Expanded seven-day health hubs to help tackle NHS waiting times in England

Proposals to be outlined by Keir Starmer will offer patients 500,000 more appointments a year, as health secretary says without reforms NHS could collapse ‘like Woolworths’

Patients in England will be offered 500,000 more appointments a year via seven-day health hubs under plans to tackle lengthy waiting times, as ministers warned the NHS could collapse like Woolworths without major reform.

Millions of people will be able to access checks, tests and scans closer to home as the health service expands the number of community diagnostic centres (CDCs) opening 12 hours a day, seven days a week.

Seventeen new and expanded surgical centres across the country will launch by June to get more patients treated faster as part of a series of proposals to be outlined on Monday by Keir Starmer.

Starmer will confirm details of the plan, first revealed by the Guardian on Friday, after publicly pledging last year that, by July 2029, 92% of patients would be seen within 18 weeks.

Thousands of patients will be offered a “same-day service”, with follow-up consultations on the same day as their scans or tests, enabling more people to start treatment or get the all-clear quicker.

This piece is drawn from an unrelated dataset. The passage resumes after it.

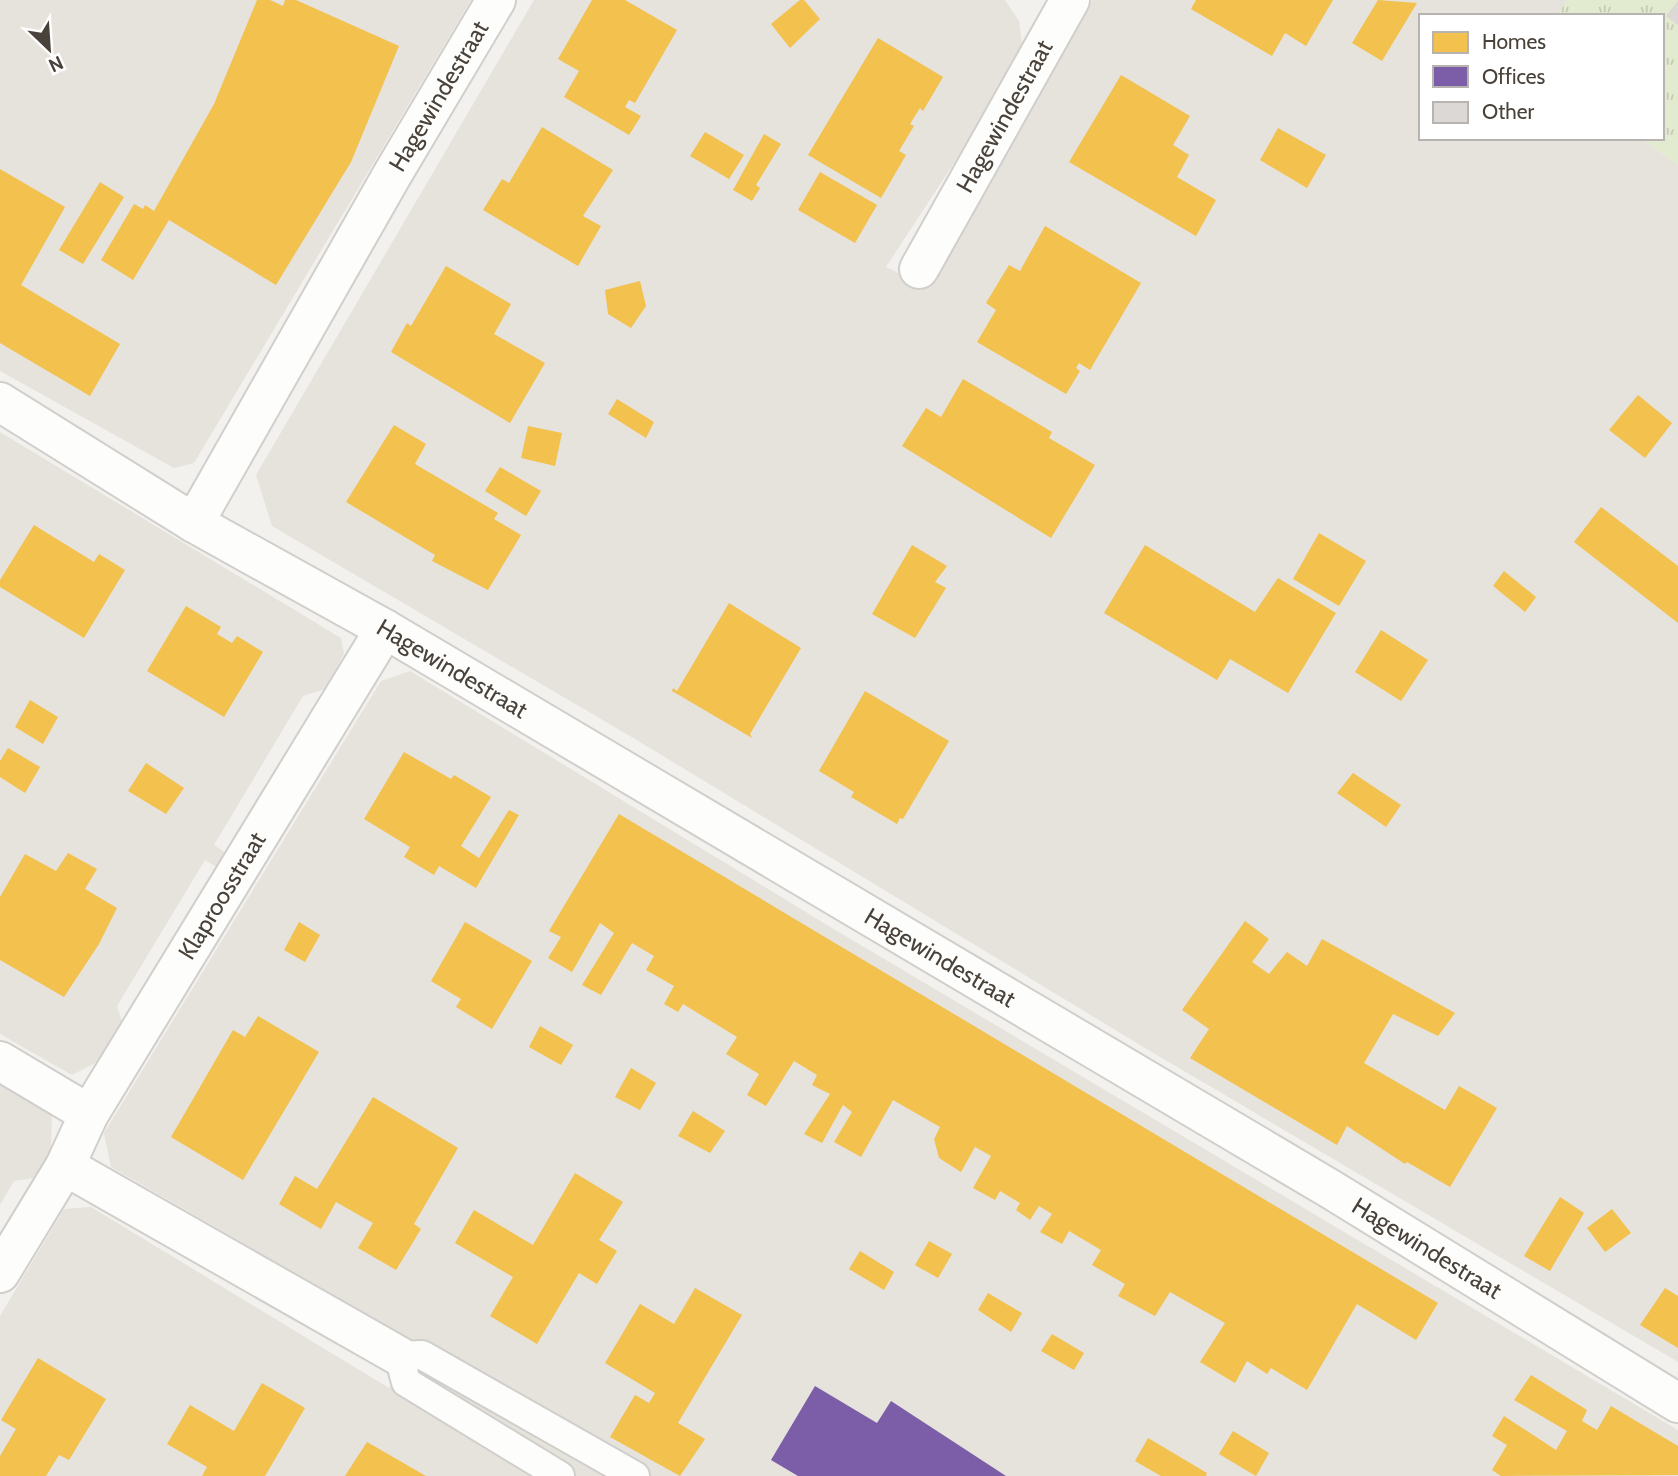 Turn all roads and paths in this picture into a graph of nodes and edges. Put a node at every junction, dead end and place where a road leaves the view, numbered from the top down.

A big expansion of ringfenced elective capacity in the NHS will also mean routine care such as hip and knee replacement surgery will be protected from winter pressures and future pandemics.

On Sunday, Wes Streeting warned that the NHS could “go the way of Woolies” unless it was brought “into the 21st century” by reform.

The health secretary said the elective reform plan was designed to ensure the health service did not collapse like high street retail chain Woolworths did after the 2008 financial crisis.

Streeting said the government was placing a “heavy emphasis on reform, not just investment” because the NHS faced an “existential” challenge.

Health experts welcomed the drive to cut NHS waiting lists, but warned digital innovations must not “create new barriers” or “come at the expense of excluding those without a smartphone”.

Doctors told the Guardian on Friday they were not convinced Starmer’s plans would succeed because the NHS workforce crisis meant there were insufficient staff to reduce waiting lists quickly, and a failure to simultaneously rescue NHS emergency care would derail efforts to improve routine care.